Collected data entries:
· · · · ·

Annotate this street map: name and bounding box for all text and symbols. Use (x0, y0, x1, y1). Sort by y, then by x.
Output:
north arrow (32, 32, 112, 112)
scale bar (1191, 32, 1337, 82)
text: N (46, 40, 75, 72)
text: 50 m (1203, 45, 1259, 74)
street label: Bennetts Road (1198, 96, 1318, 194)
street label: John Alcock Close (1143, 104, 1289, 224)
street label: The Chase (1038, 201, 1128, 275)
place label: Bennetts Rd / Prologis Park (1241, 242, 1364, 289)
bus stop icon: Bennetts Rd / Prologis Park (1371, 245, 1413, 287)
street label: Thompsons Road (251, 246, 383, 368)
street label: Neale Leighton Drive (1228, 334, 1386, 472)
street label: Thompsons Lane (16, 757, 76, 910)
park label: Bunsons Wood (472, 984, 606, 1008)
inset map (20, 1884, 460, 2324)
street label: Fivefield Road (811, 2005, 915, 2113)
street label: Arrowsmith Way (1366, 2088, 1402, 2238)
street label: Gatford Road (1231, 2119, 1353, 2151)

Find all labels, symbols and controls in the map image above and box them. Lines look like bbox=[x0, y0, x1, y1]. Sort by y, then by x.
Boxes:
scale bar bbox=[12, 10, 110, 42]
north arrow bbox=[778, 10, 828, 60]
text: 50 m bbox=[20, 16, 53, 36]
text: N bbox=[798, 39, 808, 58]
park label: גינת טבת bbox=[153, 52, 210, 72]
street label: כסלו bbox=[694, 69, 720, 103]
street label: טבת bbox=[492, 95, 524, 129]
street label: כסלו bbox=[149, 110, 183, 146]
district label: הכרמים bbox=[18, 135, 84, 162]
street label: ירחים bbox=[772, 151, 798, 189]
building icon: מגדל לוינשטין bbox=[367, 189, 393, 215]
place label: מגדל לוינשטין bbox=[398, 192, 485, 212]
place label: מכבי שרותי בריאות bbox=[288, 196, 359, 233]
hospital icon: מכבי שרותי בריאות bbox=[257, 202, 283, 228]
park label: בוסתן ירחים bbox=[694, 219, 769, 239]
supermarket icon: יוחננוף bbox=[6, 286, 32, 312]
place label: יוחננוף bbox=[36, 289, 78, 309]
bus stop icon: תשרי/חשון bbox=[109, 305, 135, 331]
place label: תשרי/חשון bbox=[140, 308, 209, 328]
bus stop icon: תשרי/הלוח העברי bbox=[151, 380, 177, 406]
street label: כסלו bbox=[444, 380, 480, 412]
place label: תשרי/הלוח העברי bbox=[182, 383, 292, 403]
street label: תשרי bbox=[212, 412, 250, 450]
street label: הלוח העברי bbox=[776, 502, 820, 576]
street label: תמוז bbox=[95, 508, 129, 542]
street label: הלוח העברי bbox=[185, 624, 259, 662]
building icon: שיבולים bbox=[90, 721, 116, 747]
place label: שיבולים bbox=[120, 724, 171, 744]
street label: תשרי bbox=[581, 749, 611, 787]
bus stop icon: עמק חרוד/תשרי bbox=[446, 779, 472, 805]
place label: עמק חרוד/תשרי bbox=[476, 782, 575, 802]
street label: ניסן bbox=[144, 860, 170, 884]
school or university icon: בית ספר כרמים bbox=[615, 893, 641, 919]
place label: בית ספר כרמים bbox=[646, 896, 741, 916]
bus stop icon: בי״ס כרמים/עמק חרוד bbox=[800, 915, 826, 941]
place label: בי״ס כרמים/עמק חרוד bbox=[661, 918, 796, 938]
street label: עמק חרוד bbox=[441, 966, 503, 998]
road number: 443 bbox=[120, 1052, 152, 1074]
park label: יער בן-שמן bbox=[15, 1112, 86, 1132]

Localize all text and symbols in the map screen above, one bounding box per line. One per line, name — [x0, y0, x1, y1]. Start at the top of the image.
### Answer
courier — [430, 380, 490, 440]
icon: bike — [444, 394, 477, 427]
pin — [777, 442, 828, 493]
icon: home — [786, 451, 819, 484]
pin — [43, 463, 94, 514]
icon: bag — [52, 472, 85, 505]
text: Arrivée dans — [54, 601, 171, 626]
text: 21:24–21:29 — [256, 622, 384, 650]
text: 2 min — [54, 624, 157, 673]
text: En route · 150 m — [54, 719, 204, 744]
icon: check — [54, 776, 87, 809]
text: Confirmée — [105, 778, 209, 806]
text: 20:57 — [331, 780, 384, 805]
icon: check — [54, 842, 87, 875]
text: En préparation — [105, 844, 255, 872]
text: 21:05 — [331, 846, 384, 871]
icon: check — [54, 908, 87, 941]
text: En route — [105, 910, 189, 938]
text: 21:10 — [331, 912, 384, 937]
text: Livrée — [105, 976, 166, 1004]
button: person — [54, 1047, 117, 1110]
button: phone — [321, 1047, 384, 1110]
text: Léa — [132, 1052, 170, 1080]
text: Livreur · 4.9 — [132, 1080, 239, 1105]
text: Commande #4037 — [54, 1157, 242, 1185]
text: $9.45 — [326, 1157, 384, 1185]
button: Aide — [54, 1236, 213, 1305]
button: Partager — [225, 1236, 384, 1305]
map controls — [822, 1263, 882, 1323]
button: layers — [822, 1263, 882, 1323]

· · · · ·

▶ [Exercise directions]:
Your output should consist solely of the lines from the beginning of the entries through the line containing "Find all labels, symbols", reproduced exactly.

▶ [Your response]:
Annotate this street map: name and bounding box for all text and symbols. Use (x0, y0, x1, y1). Sort by y, then by x.
Output:
north arrow (32, 32, 112, 112)
scale bar (1191, 32, 1337, 82)
text: N (46, 40, 75, 72)
text: 50 m (1203, 45, 1259, 74)
street label: Bennetts Road (1198, 96, 1318, 194)
street label: John Alcock Close (1143, 104, 1289, 224)
street label: The Chase (1038, 201, 1128, 275)
place label: Bennetts Rd / Prologis Park (1241, 242, 1364, 289)
bus stop icon: Bennetts Rd / Prologis Park (1371, 245, 1413, 287)
street label: Thompsons Road (251, 246, 383, 368)
street label: Neale Leighton Drive (1228, 334, 1386, 472)
street label: Thompsons Lane (16, 757, 76, 910)
park label: Bunsons Wood (472, 984, 606, 1008)
inset map (20, 1884, 460, 2324)
street label: Fivefield Road (811, 2005, 915, 2113)
street label: Arrowsmith Way (1366, 2088, 1402, 2238)
street label: Gatford Road (1231, 2119, 1353, 2151)

Find all labels, symbols and controls in the map image above and box them. Lines look like bbox=[x0, y0, x1, y1]. Sort by y, then by x.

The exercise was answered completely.